:: Source material ::

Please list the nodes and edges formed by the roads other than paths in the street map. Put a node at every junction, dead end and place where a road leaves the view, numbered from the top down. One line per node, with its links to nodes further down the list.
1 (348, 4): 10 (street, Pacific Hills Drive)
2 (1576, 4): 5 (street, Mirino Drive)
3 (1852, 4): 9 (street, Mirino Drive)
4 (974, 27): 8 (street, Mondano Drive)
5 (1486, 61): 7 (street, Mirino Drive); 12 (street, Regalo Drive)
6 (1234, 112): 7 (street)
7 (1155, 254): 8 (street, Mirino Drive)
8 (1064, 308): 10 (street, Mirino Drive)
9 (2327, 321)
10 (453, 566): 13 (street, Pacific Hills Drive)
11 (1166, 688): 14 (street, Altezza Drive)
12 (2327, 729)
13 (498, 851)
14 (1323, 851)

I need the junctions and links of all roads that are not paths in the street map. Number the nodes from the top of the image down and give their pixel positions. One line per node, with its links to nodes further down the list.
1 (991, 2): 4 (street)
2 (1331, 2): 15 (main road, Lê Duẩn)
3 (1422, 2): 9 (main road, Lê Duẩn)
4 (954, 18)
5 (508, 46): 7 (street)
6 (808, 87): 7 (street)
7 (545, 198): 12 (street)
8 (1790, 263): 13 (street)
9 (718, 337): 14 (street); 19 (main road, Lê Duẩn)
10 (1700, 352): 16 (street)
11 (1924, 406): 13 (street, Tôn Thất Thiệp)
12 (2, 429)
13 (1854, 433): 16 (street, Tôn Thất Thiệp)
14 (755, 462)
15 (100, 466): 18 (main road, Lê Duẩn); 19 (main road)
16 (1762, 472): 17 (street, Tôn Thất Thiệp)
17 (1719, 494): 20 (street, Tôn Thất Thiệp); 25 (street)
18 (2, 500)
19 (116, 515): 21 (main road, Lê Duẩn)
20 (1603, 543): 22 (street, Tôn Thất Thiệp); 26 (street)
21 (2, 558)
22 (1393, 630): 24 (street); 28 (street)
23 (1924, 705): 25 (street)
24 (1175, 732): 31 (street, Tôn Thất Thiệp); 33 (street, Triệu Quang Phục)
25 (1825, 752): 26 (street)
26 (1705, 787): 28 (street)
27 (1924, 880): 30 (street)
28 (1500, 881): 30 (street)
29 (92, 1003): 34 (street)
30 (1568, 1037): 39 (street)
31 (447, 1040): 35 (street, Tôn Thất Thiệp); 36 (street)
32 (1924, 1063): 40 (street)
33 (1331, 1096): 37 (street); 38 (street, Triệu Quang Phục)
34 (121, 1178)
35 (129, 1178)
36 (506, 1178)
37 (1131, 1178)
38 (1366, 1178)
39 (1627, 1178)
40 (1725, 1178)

:::

▶ _Task_: Make sure every record is repeated exactly.

▶ _Answer section_:
Please list the nodes and edges formed by the roads other than paths in the street map. Put a node at every junction, dead end and place where a road leaves the view, numbered from the top down. One line per node, with its links to nodes further down the list.
1 (348, 4): 10 (street, Pacific Hills Drive)
2 (1576, 4): 5 (street, Mirino Drive)
3 (1852, 4): 9 (street, Mirino Drive)
4 (974, 27): 8 (street, Mondano Drive)
5 (1486, 61): 7 (street, Mirino Drive); 12 (street, Regalo Drive)
6 (1234, 112): 7 (street)
7 (1155, 254): 8 (street, Mirino Drive)
8 (1064, 308): 10 (street, Mirino Drive)
9 (2327, 321)
10 (453, 566): 13 (street, Pacific Hills Drive)
11 (1166, 688): 14 (street, Altezza Drive)
12 (2327, 729)
13 (498, 851)
14 (1323, 851)

I need the junctions and links of all roads that are not paths in the street map. Number the nodes from the top of the image down and give their pixel positions. One line per node, with its links to nodes further down the list.
1 (991, 2): 4 (street)
2 (1331, 2): 15 (main road, Lê Duẩn)
3 (1422, 2): 9 (main road, Lê Duẩn)
4 (954, 18)
5 (508, 46): 7 (street)
6 (808, 87): 7 (street)
7 (545, 198): 12 (street)
8 (1790, 263): 13 (street)
9 (718, 337): 14 (street); 19 (main road, Lê Duẩn)
10 (1700, 352): 16 (street)
11 (1924, 406): 13 (street, Tôn Thất Thiệp)
12 (2, 429)
13 (1854, 433): 16 (street, Tôn Thất Thiệp)
14 (755, 462)
15 (100, 466): 18 (main road, Lê Duẩn); 19 (main road)
16 (1762, 472): 17 (street, Tôn Thất Thiệp)
17 (1719, 494): 20 (street, Tôn Thất Thiệp); 25 (street)
18 (2, 500)
19 (116, 515): 21 (main road, Lê Duẩn)
20 (1603, 543): 22 (street, Tôn Thất Thiệp); 26 (street)
21 (2, 558)
22 (1393, 630): 24 (street); 28 (street)
23 (1924, 705): 25 (street)
24 (1175, 732): 31 (street, Tôn Thất Thiệp); 33 (street, Triệu Quang Phục)
25 (1825, 752): 26 (street)
26 (1705, 787): 28 (street)
27 (1924, 880): 30 (street)
28 (1500, 881): 30 (street)
29 (92, 1003): 34 (street)
30 (1568, 1037): 39 (street)
31 (447, 1040): 35 (street, Tôn Thất Thiệp); 36 (street)
32 (1924, 1063): 40 (street)
33 (1331, 1096): 37 (street); 38 (street, Triệu Quang Phục)
34 (121, 1178)
35 (129, 1178)
36 (506, 1178)
37 (1131, 1178)
38 (1366, 1178)
39 (1627, 1178)
40 (1725, 1178)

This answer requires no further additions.